The keystone predation concept has been highly influential in the development of community theory. Field studies suggest that a keystone predator can promote the coexistence of many prey species by predation on competitive dominants. In models, this idea is represented as a competition-predation tradeoff, but in the absence of other coexistence mechanisms only permits coexistence of two prey species. Here we show how a keystone predator interacts with a well-known coexistence mechanism for desert annual plants, the storage effect (SE). The SE arises when annual plants partition resources temporally in a variable environment, and is capable of strongly stabilizing species coexistence. However, if there are strong fitness inequalities between species, few species may coexist despite the presence of the storage effect.
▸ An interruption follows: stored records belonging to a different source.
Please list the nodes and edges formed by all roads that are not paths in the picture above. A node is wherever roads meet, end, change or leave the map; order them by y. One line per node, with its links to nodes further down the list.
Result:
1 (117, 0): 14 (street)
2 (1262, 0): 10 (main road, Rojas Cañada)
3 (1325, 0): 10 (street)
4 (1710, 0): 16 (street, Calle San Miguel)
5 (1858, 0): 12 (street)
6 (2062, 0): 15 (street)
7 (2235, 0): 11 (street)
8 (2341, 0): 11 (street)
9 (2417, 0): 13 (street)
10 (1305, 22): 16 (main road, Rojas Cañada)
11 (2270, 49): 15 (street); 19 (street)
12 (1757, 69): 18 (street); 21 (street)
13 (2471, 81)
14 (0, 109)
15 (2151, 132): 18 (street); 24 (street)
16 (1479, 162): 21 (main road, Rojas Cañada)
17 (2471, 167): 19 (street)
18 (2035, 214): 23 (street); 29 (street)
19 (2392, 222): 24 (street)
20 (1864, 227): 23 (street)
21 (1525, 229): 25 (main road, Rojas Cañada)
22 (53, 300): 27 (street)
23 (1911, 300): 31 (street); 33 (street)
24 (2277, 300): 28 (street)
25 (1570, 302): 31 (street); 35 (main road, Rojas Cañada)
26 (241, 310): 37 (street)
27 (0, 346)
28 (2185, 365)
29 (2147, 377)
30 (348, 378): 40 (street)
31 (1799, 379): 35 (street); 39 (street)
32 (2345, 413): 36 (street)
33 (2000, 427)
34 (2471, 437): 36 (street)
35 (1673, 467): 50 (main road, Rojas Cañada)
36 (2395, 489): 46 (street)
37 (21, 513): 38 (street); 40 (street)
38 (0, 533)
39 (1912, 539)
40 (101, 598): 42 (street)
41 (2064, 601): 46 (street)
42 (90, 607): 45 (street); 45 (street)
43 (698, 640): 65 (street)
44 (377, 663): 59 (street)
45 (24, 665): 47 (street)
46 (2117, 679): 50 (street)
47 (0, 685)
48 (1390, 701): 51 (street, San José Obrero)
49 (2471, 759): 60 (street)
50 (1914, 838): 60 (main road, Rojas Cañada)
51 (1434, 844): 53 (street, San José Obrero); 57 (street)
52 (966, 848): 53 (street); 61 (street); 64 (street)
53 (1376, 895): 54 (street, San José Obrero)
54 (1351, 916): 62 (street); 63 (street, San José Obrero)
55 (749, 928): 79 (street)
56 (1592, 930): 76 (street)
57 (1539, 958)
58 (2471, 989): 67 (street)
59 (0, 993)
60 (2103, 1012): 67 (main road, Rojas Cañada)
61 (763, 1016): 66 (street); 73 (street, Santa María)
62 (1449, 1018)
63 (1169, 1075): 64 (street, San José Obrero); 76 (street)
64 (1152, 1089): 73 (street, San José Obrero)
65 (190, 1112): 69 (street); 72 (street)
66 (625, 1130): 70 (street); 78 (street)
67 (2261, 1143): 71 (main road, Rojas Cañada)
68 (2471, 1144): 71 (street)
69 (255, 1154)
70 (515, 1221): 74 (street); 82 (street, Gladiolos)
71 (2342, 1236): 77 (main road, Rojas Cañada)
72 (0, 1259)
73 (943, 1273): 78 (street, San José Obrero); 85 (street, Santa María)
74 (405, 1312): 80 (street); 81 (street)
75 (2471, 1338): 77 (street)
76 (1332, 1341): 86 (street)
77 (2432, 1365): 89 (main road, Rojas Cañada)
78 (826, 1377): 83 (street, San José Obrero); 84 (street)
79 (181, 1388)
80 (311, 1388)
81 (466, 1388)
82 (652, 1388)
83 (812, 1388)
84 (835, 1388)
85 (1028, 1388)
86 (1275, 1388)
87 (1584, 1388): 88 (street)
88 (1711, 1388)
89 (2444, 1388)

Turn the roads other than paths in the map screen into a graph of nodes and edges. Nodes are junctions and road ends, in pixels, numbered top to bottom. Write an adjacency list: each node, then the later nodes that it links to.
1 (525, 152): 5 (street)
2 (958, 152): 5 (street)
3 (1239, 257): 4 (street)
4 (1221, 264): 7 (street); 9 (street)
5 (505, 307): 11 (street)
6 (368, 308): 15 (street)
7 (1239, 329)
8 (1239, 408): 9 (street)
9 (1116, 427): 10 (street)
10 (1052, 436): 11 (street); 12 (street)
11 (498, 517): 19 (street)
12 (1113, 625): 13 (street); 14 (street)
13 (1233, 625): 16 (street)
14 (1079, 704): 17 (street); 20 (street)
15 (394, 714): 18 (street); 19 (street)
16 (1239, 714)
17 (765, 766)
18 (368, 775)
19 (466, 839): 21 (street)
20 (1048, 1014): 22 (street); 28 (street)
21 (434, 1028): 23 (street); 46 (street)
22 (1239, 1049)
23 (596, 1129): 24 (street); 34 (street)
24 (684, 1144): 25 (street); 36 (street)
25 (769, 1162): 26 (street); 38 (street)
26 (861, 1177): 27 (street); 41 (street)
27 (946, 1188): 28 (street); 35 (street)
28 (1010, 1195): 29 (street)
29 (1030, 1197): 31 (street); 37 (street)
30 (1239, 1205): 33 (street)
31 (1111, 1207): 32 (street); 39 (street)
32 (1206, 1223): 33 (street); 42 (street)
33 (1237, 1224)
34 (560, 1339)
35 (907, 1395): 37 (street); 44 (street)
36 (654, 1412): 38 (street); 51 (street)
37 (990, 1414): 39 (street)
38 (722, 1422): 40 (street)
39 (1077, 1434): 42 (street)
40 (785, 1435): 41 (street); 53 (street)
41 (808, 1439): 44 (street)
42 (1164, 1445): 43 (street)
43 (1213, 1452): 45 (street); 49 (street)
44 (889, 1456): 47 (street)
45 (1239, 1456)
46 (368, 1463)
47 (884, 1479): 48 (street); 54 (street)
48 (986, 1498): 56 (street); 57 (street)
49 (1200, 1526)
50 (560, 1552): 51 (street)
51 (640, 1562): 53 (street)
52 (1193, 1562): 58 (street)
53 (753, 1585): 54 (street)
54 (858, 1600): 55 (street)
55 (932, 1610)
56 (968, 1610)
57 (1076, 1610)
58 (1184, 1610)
So we ask whether the introduction of a predator with a strong preference for the dominant species can equalize fitnesses and allow many species to coexist.
Results/Conclusions
We confirm that without the storage effect, a keystone predator allows coexistence of at most two species through predation on the competitive dominant. Moreover, we find that a keystone predator reduces the stabilizing tendency of the SE. However, despite this reduction in magnitude, the SE can allow multispecies coexistence in the presence of a keystone predator provided the keystone predator reduces the fitness differences sufficiently. When fitness differences remain substantially unequal, dominance by a single species is still predicted, but due to interactions between nonlinear biology and environmental fluctuations, the usual R* and P* rules developed for equilibrium do not apply. Instead, predictions from scale transition theory are used.